* WORK INSTRUCTION *
Find every line of the records that has "nodes" and return it.

(TASK INPUTS begins)

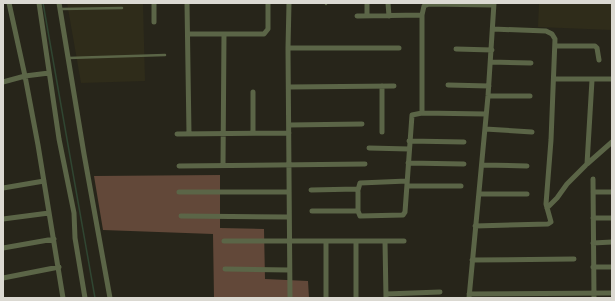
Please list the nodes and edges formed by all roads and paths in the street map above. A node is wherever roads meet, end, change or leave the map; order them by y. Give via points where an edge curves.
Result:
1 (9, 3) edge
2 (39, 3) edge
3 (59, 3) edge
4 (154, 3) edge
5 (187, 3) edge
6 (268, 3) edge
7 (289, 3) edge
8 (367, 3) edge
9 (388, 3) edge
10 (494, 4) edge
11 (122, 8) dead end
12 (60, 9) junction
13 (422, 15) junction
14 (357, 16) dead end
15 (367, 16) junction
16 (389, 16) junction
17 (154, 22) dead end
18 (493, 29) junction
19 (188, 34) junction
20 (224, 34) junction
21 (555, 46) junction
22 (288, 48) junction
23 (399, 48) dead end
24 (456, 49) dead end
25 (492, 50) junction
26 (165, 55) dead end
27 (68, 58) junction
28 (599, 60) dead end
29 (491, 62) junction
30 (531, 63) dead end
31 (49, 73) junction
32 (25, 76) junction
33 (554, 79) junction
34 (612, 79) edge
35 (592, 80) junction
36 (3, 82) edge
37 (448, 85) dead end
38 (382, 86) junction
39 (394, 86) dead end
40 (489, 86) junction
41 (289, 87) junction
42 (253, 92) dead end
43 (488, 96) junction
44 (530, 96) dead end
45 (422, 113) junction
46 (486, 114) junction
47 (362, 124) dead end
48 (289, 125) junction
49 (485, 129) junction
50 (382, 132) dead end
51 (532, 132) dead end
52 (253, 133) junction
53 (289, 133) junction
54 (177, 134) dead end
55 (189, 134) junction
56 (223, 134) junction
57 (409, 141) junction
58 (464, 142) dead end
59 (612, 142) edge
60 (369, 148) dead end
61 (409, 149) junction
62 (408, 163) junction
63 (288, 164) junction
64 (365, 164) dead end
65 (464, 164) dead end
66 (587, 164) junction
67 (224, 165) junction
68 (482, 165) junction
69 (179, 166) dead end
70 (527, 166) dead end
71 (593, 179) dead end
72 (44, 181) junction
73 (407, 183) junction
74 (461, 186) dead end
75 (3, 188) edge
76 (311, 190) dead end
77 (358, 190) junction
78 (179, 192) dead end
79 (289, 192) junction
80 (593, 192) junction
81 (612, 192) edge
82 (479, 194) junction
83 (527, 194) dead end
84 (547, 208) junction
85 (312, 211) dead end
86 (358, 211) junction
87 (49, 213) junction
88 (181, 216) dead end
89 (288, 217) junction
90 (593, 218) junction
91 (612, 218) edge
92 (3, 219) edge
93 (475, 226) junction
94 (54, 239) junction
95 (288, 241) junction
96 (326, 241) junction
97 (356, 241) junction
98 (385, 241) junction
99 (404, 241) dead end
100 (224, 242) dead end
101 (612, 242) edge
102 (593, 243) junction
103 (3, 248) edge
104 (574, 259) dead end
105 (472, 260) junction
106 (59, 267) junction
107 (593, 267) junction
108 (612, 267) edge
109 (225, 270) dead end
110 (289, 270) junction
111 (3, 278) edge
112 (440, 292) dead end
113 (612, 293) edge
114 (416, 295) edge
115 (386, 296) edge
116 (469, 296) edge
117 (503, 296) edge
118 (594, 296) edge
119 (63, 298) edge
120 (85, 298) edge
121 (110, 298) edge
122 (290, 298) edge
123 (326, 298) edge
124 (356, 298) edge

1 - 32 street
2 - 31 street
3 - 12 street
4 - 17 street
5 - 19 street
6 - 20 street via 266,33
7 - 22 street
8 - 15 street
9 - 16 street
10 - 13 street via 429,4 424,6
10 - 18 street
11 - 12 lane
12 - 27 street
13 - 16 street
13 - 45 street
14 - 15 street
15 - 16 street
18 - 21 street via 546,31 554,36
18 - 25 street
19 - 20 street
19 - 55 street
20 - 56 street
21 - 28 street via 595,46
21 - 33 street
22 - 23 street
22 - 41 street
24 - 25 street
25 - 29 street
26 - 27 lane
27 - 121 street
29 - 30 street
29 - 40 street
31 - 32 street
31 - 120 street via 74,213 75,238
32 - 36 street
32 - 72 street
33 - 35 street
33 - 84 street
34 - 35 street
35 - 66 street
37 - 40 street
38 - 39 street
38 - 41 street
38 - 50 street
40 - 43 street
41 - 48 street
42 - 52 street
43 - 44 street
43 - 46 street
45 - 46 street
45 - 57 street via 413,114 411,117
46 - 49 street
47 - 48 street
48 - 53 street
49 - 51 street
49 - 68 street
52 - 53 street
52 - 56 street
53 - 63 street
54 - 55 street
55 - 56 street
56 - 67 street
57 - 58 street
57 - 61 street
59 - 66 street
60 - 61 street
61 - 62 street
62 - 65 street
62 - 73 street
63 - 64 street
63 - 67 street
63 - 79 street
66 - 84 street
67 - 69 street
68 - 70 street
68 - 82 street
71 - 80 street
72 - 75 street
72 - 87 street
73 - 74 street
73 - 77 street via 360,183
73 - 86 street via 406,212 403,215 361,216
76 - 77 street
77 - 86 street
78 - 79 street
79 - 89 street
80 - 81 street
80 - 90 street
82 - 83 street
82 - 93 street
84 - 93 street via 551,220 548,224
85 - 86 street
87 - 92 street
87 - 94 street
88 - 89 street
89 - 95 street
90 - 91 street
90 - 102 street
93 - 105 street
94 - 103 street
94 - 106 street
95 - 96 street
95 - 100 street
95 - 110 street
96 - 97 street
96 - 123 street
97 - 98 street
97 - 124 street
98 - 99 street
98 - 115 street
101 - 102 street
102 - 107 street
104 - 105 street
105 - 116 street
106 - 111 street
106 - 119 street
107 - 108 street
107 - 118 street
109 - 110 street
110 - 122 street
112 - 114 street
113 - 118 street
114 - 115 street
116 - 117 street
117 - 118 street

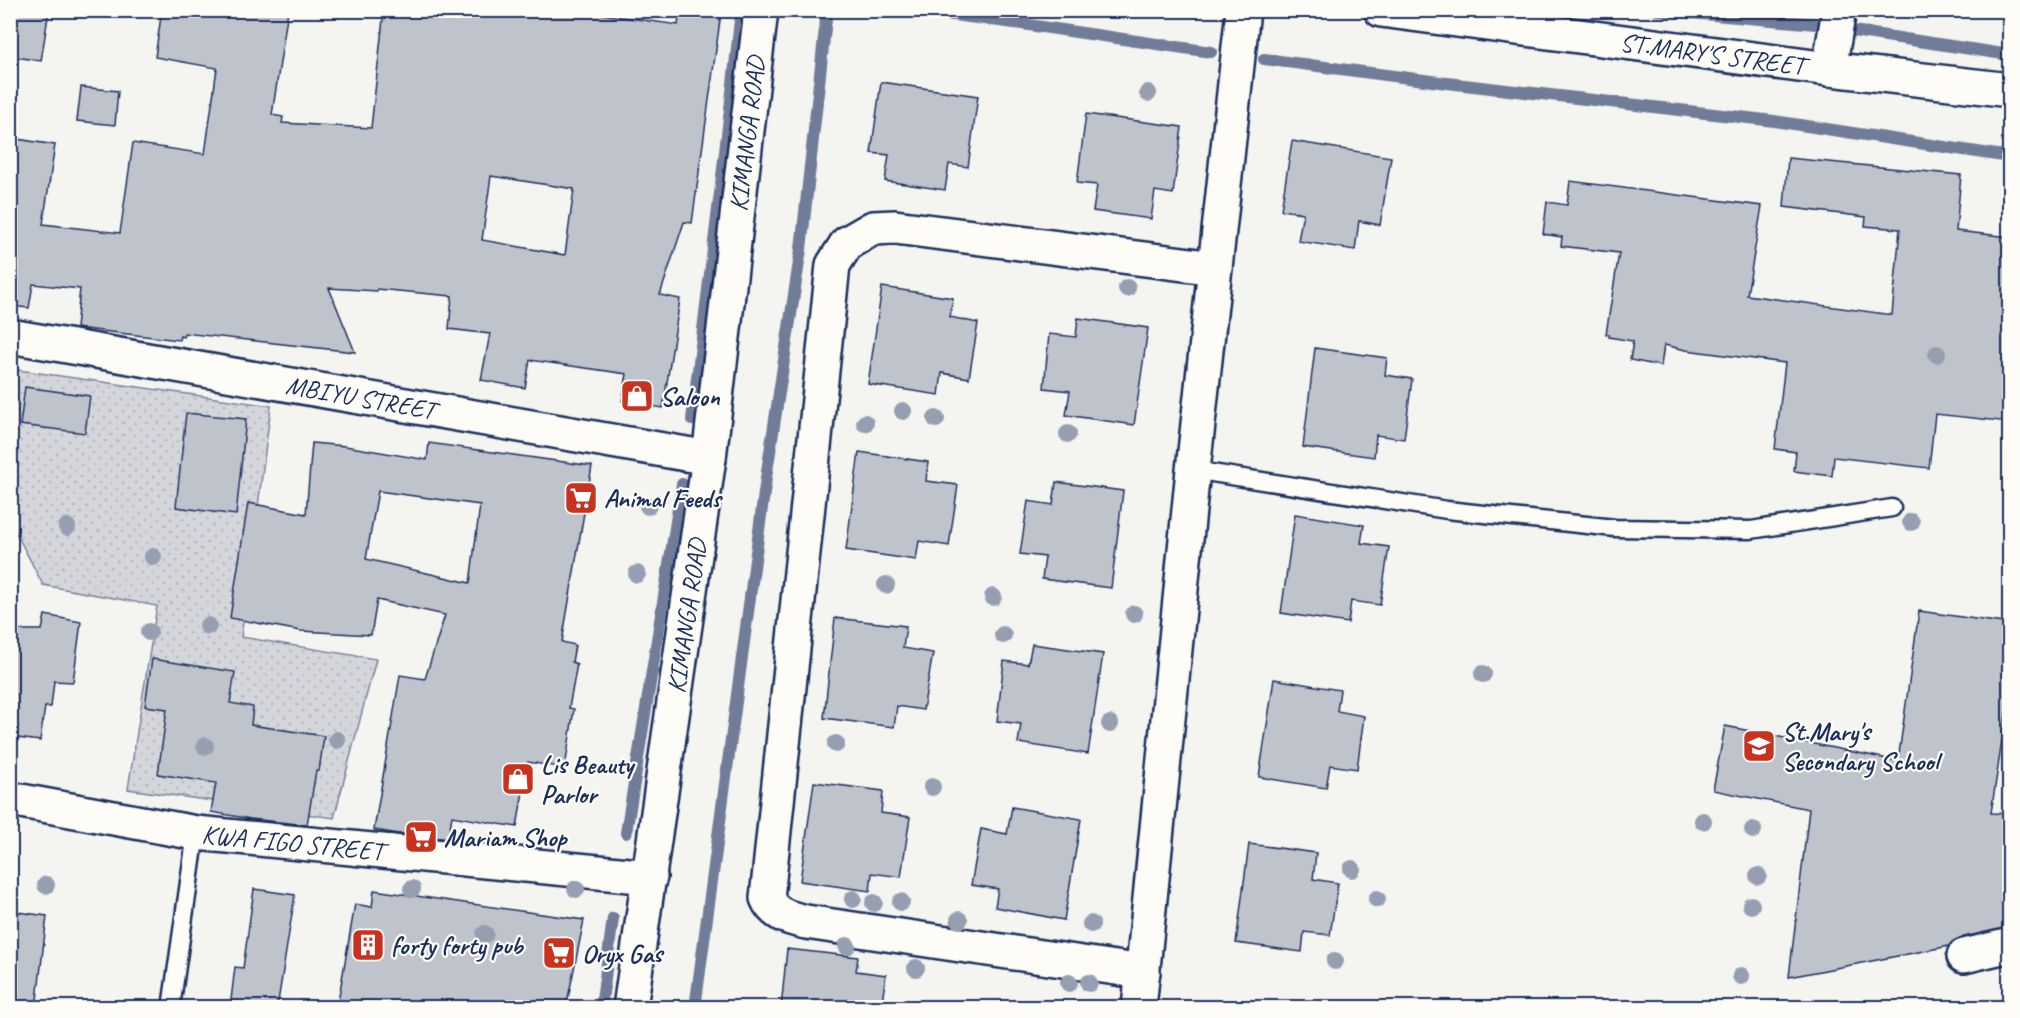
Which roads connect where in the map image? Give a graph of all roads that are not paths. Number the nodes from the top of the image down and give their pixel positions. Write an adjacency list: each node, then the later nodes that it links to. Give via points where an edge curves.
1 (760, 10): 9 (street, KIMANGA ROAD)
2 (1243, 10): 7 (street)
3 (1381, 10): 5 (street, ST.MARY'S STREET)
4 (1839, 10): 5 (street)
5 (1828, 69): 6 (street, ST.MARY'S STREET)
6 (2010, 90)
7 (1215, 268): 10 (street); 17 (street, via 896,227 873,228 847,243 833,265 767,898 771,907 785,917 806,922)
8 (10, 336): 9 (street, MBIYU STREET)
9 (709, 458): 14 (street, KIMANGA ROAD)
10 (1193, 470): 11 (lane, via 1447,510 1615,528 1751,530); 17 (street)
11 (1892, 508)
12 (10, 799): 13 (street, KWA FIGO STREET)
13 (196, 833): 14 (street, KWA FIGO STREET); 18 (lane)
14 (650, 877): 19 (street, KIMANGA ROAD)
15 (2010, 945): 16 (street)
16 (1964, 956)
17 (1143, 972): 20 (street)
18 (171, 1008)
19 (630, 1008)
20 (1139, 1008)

(TASK INPUTS ends)

* ANSWER BELOW *
Please list the nodes and edges formed by all roads and paths in the street map above. A node is wherever roads meet, end, change or leave the map; order them by y. Give via points where an edge curves.
Which roads connect where in the map image? Give a graph of all roads that are not paths. Number the nodes from the top of the image down and give their pixel positions. Write an adjacency list: each node, then the later nodes that it links to. Give via points where an edge curves.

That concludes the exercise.